[[ INPUT MATERIAL, beginning ]]

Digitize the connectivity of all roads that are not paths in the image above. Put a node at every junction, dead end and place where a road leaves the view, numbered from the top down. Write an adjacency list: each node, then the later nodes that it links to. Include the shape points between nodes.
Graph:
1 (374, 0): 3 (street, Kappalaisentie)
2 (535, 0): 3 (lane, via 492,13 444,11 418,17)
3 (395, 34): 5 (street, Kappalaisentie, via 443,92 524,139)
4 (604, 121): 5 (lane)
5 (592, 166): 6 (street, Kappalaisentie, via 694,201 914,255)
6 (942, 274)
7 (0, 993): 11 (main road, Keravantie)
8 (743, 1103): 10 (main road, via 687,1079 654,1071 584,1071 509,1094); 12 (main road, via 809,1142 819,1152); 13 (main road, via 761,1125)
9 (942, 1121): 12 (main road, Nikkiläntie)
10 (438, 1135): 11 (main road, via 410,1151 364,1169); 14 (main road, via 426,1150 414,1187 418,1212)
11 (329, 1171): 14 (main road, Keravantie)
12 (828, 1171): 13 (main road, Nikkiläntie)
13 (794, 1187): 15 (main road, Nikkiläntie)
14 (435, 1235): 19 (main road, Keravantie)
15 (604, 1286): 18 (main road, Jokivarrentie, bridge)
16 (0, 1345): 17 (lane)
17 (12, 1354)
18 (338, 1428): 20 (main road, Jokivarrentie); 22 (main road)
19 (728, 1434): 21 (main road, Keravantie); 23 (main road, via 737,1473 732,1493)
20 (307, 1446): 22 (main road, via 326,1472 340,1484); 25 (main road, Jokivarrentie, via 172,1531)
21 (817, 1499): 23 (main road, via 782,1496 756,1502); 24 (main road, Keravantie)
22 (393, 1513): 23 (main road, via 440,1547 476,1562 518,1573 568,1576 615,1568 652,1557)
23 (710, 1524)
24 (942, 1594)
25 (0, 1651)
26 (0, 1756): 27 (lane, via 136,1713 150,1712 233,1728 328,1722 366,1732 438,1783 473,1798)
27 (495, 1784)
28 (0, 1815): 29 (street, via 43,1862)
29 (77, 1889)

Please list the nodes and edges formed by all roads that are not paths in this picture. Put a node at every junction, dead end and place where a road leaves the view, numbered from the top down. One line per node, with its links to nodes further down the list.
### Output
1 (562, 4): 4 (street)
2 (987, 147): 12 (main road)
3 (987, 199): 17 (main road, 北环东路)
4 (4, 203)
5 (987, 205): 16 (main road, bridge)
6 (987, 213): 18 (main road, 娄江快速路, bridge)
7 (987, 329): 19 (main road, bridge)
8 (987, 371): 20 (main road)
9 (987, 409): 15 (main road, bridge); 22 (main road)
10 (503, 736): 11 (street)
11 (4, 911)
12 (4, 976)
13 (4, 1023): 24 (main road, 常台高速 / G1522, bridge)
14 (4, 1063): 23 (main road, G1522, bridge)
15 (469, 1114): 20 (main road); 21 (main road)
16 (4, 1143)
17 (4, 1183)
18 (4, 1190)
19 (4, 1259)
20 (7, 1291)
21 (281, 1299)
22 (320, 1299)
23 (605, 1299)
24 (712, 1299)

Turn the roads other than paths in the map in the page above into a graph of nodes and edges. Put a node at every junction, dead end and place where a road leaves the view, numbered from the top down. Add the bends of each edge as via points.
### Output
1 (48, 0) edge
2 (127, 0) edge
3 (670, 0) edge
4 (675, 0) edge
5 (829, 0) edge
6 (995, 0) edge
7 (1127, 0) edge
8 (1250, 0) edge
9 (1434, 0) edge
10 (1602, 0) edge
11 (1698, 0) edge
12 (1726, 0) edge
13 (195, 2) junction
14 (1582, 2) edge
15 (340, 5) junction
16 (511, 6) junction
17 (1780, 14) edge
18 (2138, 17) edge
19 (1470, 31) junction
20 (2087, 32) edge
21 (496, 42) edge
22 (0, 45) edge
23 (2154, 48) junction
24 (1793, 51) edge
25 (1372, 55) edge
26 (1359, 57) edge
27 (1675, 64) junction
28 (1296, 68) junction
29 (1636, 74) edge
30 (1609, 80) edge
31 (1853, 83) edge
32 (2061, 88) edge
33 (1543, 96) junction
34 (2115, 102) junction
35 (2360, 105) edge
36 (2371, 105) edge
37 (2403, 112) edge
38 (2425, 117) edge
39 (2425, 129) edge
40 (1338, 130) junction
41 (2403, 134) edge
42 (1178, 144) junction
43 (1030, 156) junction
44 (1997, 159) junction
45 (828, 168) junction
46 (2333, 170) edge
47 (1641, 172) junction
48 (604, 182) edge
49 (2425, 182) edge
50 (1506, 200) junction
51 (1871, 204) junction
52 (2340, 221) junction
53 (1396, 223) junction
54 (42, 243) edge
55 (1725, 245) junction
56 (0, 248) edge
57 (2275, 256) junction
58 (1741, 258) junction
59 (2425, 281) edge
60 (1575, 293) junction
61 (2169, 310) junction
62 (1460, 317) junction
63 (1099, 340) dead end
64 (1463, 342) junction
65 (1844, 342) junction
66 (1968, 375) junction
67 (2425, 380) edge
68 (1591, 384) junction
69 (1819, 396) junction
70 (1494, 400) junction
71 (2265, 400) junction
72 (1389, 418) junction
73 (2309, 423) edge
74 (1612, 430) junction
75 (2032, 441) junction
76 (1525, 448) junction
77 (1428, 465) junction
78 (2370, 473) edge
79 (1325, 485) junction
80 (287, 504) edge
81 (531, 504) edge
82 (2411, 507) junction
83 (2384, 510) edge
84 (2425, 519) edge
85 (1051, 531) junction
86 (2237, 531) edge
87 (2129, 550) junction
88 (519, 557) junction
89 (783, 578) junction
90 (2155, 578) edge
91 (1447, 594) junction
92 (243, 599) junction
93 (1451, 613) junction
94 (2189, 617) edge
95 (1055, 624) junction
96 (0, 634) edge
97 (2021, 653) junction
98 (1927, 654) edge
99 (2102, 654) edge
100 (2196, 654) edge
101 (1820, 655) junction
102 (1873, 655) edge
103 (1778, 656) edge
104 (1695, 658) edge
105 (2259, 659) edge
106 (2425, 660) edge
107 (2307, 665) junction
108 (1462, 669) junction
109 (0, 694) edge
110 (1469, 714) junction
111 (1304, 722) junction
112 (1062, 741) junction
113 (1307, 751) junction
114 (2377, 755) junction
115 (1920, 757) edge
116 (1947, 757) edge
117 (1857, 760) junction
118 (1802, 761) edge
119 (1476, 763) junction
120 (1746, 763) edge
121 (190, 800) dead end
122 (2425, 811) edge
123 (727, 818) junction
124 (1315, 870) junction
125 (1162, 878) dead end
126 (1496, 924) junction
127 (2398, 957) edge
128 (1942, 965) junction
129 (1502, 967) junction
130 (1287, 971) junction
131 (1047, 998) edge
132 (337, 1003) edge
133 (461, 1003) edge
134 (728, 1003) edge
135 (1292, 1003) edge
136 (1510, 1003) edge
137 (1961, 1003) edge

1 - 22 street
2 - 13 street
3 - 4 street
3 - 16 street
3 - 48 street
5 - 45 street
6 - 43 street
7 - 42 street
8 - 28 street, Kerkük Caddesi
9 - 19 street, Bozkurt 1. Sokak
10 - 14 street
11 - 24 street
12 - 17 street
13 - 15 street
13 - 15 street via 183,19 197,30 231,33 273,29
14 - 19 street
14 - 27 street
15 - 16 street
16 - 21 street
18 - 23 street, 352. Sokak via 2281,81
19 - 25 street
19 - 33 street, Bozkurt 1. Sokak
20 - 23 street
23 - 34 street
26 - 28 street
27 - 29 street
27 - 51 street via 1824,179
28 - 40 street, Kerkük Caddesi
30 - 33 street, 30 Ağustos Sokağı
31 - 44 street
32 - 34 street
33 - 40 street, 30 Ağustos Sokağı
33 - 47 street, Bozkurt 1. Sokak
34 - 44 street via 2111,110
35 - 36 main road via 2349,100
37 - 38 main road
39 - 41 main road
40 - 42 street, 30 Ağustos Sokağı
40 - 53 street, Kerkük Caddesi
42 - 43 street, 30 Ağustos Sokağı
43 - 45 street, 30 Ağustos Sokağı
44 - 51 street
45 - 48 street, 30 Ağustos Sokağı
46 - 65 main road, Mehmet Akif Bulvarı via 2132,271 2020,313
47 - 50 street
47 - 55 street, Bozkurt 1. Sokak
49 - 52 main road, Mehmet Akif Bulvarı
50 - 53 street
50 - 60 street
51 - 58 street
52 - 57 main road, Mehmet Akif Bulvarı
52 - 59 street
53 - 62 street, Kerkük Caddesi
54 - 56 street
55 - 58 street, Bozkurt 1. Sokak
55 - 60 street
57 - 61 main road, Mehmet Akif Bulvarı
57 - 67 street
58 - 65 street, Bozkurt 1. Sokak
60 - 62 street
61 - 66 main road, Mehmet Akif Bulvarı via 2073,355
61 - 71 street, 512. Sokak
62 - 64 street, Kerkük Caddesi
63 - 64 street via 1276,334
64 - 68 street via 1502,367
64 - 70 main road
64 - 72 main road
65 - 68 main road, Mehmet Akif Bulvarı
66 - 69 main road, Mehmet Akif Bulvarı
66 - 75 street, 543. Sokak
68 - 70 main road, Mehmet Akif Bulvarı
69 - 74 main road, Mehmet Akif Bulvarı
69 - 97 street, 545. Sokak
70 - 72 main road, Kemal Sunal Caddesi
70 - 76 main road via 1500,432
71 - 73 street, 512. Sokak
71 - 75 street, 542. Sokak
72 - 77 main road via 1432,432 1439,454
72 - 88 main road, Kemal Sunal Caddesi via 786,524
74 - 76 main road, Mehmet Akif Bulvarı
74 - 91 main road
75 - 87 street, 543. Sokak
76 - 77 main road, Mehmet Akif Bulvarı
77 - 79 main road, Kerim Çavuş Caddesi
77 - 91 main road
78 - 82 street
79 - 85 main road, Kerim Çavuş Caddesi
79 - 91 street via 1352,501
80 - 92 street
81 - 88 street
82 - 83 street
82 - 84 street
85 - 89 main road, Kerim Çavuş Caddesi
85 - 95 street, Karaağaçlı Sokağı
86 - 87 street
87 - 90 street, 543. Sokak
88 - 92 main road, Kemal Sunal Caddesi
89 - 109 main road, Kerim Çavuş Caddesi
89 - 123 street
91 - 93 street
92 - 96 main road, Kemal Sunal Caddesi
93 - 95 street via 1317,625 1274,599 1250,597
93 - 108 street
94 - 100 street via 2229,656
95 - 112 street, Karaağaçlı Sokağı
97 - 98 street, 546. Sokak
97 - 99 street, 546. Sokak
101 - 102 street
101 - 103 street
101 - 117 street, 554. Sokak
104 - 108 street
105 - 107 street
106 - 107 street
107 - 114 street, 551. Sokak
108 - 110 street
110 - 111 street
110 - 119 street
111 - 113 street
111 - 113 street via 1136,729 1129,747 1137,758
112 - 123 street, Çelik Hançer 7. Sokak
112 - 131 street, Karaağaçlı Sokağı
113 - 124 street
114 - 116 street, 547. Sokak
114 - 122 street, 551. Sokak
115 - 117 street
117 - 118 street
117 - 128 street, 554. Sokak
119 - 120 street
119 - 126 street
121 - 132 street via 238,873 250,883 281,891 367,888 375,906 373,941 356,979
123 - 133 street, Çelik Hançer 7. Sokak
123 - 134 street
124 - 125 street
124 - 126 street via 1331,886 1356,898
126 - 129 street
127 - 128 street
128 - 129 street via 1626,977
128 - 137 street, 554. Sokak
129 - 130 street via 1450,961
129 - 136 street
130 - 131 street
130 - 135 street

[[ INPUT MATERIAL, end ]]

§ **WORK TASK**
Copy all lines of the records that have the string "where" in them.

§ **ANSWER TO THIS EXERCISE**
Digitize the connectivity of all roads that are not paths in the image above. Put a node at every junction, dead end and place where a road leaves the view, numbered from the top down. Write an adjacency list: each node, then the later nodes that it links to. Include the shape points between nodes.
Please list the nodes and edges formed by all roads that are not paths in this picture. Put a node at every junction, dead end and place where a road leaves the view, numbered from the top down. One line per node, with its links to nodes further down the list.
Turn the roads other than paths in the map in the page above into a graph of nodes and edges. Put a node at every junction, dead end and place where a road leaves the view, numbered from the top down. Add the bends of each edge as via points.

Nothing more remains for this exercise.